■ **Task instructions**
Write out every record below exactly as it appears, omitting the pictures.

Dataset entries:
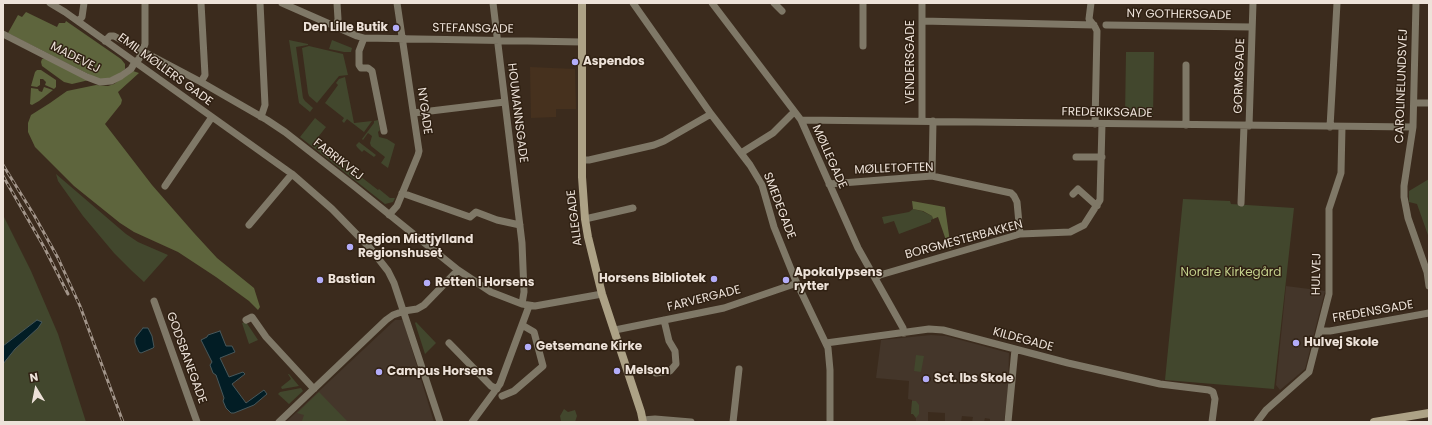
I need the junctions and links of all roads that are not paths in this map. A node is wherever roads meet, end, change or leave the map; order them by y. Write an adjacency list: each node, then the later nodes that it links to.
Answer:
1 (50, 3): 21 (street, EMIL MØLLERS GADE)
2 (84, 3): 21 (street)
3 (145, 3): 34 (street)
4 (201, 3): 37 (street)
5 (260, 3): 45 (street)
6 (282, 3): 26 (street, STEFANSGADE)
7 (337, 3): 26 (street)
8 (397, 3): 30 (street, NYGADE)
9 (493, 3): 31 (street, HOUMANNSGADE)
10 (582, 3): 32 (street, ALLEGADE)
11 (633, 3): 43 (street, SMEDEGADE)
12 (712, 3): 41 (street, MØLLEGADE)
13 (774, 3): 20 (street)
14 (863, 3): 33 (street)
15 (922, 3): 22 (street, VENDERSGADE)
16 (1091, 3): 23 (street, BORGMESTERBAKKEN)
17 (1253, 3): 25 (street, GORMSGADE)
18 (1336, 3): 52 (street)
19 (1416, 3): 39 (street, CAROLINELUNDSVEJ)
20 (782, 11)
21 (78, 21): 28 (street, EMIL MØLLERS GADE)
22 (922, 21): 23 (street); 47 (street, VENDERSGADE)
23 (1094, 25): 49 (street, BORGMESTERBAKKEN)
24 (1106, 25): 25 (street, NY GOTHERSGADE)
25 (1252, 26): 51 (street, GORMSGADE)
26 (336, 27): 29 (street, STEFANSGADE)
27 (3, 34): 35 (street, MADEVEJ)
28 (108, 38): 34 (street, EMIL MØLLERS GADE); 35 (street, EMIL MØLLERS GADE)
29 (364, 38): 30 (street, STEFANSGADE); 55 (street)
30 (402, 38): 31 (street, STEFANSGADE); 42 (street, NYGADE)
31 (497, 40): 32 (street, STEFANSGADE); 38 (street, HOUMANNSGADE)
32 (582, 42): 59 (street, ALLEGADE)
33 (863, 46)
34 (142, 52): 35 (street); 37 (street, FABRIKVEJ)
35 (135, 62): 44 (street, EMIL MØLLERS GADE)
36 (1186, 65): 50 (street)
37 (201, 82): 45 (street, FABRIKVEJ)
38 (505, 102): 42 (street); 72 (street, HOUMANNSGADE)
39 (1414, 103): 40 (street); 54 (street, CAROLINELUNDSVEJ)
40 (1429, 103)
41 (794, 112): 46 (street, MØLLEGADE); 56 (street)
42 (414, 113): 64 (street, NYGADE)
43 (711, 114): 56 (street, SMEDEGADE); 59 (street)
44 (212, 117): 60 (street, EMIL MØLLERS GADE); 63 (street, EMIL MØLLERS GADE)
45 (262, 117): 69 (street, FABRIKVEJ)
46 (801, 120): 47 (street, FREDERIKSGADE); 62 (street, MØLLEGADE)
47 (922, 121): 48 (street, FREDERIKSGADE)
48 (933, 121): 49 (street, FREDERIKSGADE); 61 (street)
49 (1099, 124): 50 (street, FREDERIKSGADE); 58 (street, BORGMESTERBAKKEN)
50 (1186, 125): 51 (street, FREDERIKSGADE)
51 (1246, 126): 52 (street, FREDERIKSGADE); 66 (street, GORMSGADE)
52 (1330, 127): 53 (street, FREDERIKSGADE)
53 (1342, 127): 54 (street, FREDERIKSGADE); 87 (street, HULVEJ)
54 (1413, 127): 77 (street, CAROLINELUNDSVEJ)
55 (384, 131)
56 (741, 153): 76 (street, SMEDEGADE)
57 (1076, 157): 58 (street)
58 (1102, 158): 67 (street, BORGMESTERBAKKEN)
59 (582, 160): 70 (street, ALLEGADE)
60 (292, 174): 71 (street); 81 (street, EMIL MØLLERS GADE)
61 (932, 176): 62 (street, MØLLETOFTEN); 73 (street, MØLLETOFTEN)
62 (829, 184): 75 (street, MØLLEGADE)
63 (165, 186)
64 (402, 193): 69 (street, NYGADE); 72 (street)
65 (1073, 194): 67 (street)
66 (1241, 203)
67 (1097, 206): 73 (street, BORGMESTERBAKKEN)
68 (633, 208): 70 (street)
69 (390, 215): 74 (street, FABRIKVEJ)
70 (585, 219): 78 (street, ALLEGADE)
71 (249, 225)
72 (520, 225): 80 (street, HOUMANNSGADE)
73 (1020, 234): 75 (street, BORGMESTERBAKKEN)
74 (458, 270): 80 (street, FABRIKVEJ); 81 (street)
75 (875, 278): 88 (street, MØLLEGADE)
76 (797, 283): 84 (street, FARVERGADE); 90 (street, SMEDEGADE)
77 (1429, 286)
78 (602, 294): 80 (street); 86 (street, ALLEGADE)
79 (154, 301): 99 (street, GODSBANEGADE)
80 (525, 305): 85 (street, HOUMANNSGADE)
81 (404, 311): 94 (street); 101 (street, EMIL MØLLERS GADE)
82 (1429, 314): 87 (street, FREDENSGADE)
83 (246, 320): 94 (street)
84 (664, 320): 86 (street, FARVERGADE); 93 (street)
85 (522, 325): 95 (street, HOUMANNSGADE); 96 (street)
86 (615, 330): 98 (street, ALLEGADE)
87 (1320, 331): 108 (street, HULVEJ)
88 (904, 333): 90 (street, KILDEGADE); 91 (street, KILDEGADE)
89 (449, 343): 95 (street)
90 (826, 344): 105 (street, SMEDEGADE)
91 (1015, 349): 106 (street); 107 (street, KILDEGADE)
92 (739, 369): 104 (street)
93 (656, 373)
94 (314, 389): 100 (street)
95 (496, 390): 102 (street, HOUMANNSGADE)
96 (502, 396)
97 (1429, 412): 109 (street)
98 (643, 421): 103 (street)
99 (197, 422)
100 (279, 422)
101 (440, 422)
102 (472, 422)
103 (691, 422)
104 (733, 422)
105 (830, 422)
106 (1008, 422)
107 (1212, 422)
108 (1257, 422)
109 (1374, 422)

■ **Task response**
I need the junctions and links of all roads that are not paths in this map. A node is wherever roads meet, end, change or leave the map; order them by y. Write an adjacency list: each node, then the later nodes that it links to.
Answer:
1 (50, 3): 21 (street, EMIL MØLLERS GADE)
2 (84, 3): 21 (street)
3 (145, 3): 34 (street)
4 (201, 3): 37 (street)
5 (260, 3): 45 (street)
6 (282, 3): 26 (street, STEFANSGADE)
7 (337, 3): 26 (street)
8 (397, 3): 30 (street, NYGADE)
9 (493, 3): 31 (street, HOUMANNSGADE)
10 (582, 3): 32 (street, ALLEGADE)
11 (633, 3): 43 (street, SMEDEGADE)
12 (712, 3): 41 (street, MØLLEGADE)
13 (774, 3): 20 (street)
14 (863, 3): 33 (street)
15 (922, 3): 22 (street, VENDERSGADE)
16 (1091, 3): 23 (street, BORGMESTERBAKKEN)
17 (1253, 3): 25 (street, GORMSGADE)
18 (1336, 3): 52 (street)
19 (1416, 3): 39 (street, CAROLINELUNDSVEJ)
20 (782, 11)
21 (78, 21): 28 (street, EMIL MØLLERS GADE)
22 (922, 21): 23 (street); 47 (street, VENDERSGADE)
23 (1094, 25): 49 (street, BORGMESTERBAKKEN)
24 (1106, 25): 25 (street, NY GOTHERSGADE)
25 (1252, 26): 51 (street, GORMSGADE)
26 (336, 27): 29 (street, STEFANSGADE)
27 (3, 34): 35 (street, MADEVEJ)
28 (108, 38): 34 (street, EMIL MØLLERS GADE); 35 (street, EMIL MØLLERS GADE)
29 (364, 38): 30 (street, STEFANSGADE); 55 (street)
30 (402, 38): 31 (street, STEFANSGADE); 42 (street, NYGADE)
31 (497, 40): 32 (street, STEFANSGADE); 38 (street, HOUMANNSGADE)
32 (582, 42): 59 (street, ALLEGADE)
33 (863, 46)
34 (142, 52): 35 (street); 37 (street, FABRIKVEJ)
35 (135, 62): 44 (street, EMIL MØLLERS GADE)
36 (1186, 65): 50 (street)
37 (201, 82): 45 (street, FABRIKVEJ)
38 (505, 102): 42 (street); 72 (street, HOUMANNSGADE)
39 (1414, 103): 40 (street); 54 (street, CAROLINELUNDSVEJ)
40 (1429, 103)
41 (794, 112): 46 (street, MØLLEGADE); 56 (street)
42 (414, 113): 64 (street, NYGADE)
43 (711, 114): 56 (street, SMEDEGADE); 59 (street)
44 (212, 117): 60 (street, EMIL MØLLERS GADE); 63 (street, EMIL MØLLERS GADE)
45 (262, 117): 69 (street, FABRIKVEJ)
46 (801, 120): 47 (street, FREDERIKSGADE); 62 (street, MØLLEGADE)
47 (922, 121): 48 (street, FREDERIKSGADE)
48 (933, 121): 49 (street, FREDERIKSGADE); 61 (street)
49 (1099, 124): 50 (street, FREDERIKSGADE); 58 (street, BORGMESTERBAKKEN)
50 (1186, 125): 51 (street, FREDERIKSGADE)
51 (1246, 126): 52 (street, FREDERIKSGADE); 66 (street, GORMSGADE)
52 (1330, 127): 53 (street, FREDERIKSGADE)
53 (1342, 127): 54 (street, FREDERIKSGADE); 87 (street, HULVEJ)
54 (1413, 127): 77 (street, CAROLINELUNDSVEJ)
55 (384, 131)
56 (741, 153): 76 (street, SMEDEGADE)
57 (1076, 157): 58 (street)
58 (1102, 158): 67 (street, BORGMESTERBAKKEN)
59 (582, 160): 70 (street, ALLEGADE)
60 (292, 174): 71 (street); 81 (street, EMIL MØLLERS GADE)
61 (932, 176): 62 (street, MØLLETOFTEN); 73 (street, MØLLETOFTEN)
62 (829, 184): 75 (street, MØLLEGADE)
63 (165, 186)
64 (402, 193): 69 (street, NYGADE); 72 (street)
65 (1073, 194): 67 (street)
66 (1241, 203)
67 (1097, 206): 73 (street, BORGMESTERBAKKEN)
68 (633, 208): 70 (street)
69 (390, 215): 74 (street, FABRIKVEJ)
70 (585, 219): 78 (street, ALLEGADE)
71 (249, 225)
72 (520, 225): 80 (street, HOUMANNSGADE)
73 (1020, 234): 75 (street, BORGMESTERBAKKEN)
74 (458, 270): 80 (street, FABRIKVEJ); 81 (street)
75 (875, 278): 88 (street, MØLLEGADE)
76 (797, 283): 84 (street, FARVERGADE); 90 (street, SMEDEGADE)
77 (1429, 286)
78 (602, 294): 80 (street); 86 (street, ALLEGADE)
79 (154, 301): 99 (street, GODSBANEGADE)
80 (525, 305): 85 (street, HOUMANNSGADE)
81 (404, 311): 94 (street); 101 (street, EMIL MØLLERS GADE)
82 (1429, 314): 87 (street, FREDENSGADE)
83 (246, 320): 94 (street)
84 (664, 320): 86 (street, FARVERGADE); 93 (street)
85 (522, 325): 95 (street, HOUMANNSGADE); 96 (street)
86 (615, 330): 98 (street, ALLEGADE)
87 (1320, 331): 108 (street, HULVEJ)
88 (904, 333): 90 (street, KILDEGADE); 91 (street, KILDEGADE)
89 (449, 343): 95 (street)
90 (826, 344): 105 (street, SMEDEGADE)
91 (1015, 349): 106 (street); 107 (street, KILDEGADE)
92 (739, 369): 104 (street)
93 (656, 373)
94 (314, 389): 100 (street)
95 (496, 390): 102 (street, HOUMANNSGADE)
96 (502, 396)
97 (1429, 412): 109 (street)
98 (643, 421): 103 (street)
99 (197, 422)
100 (279, 422)
101 (440, 422)
102 (472, 422)
103 (691, 422)
104 (733, 422)
105 (830, 422)
106 (1008, 422)
107 (1212, 422)
108 (1257, 422)
109 (1374, 422)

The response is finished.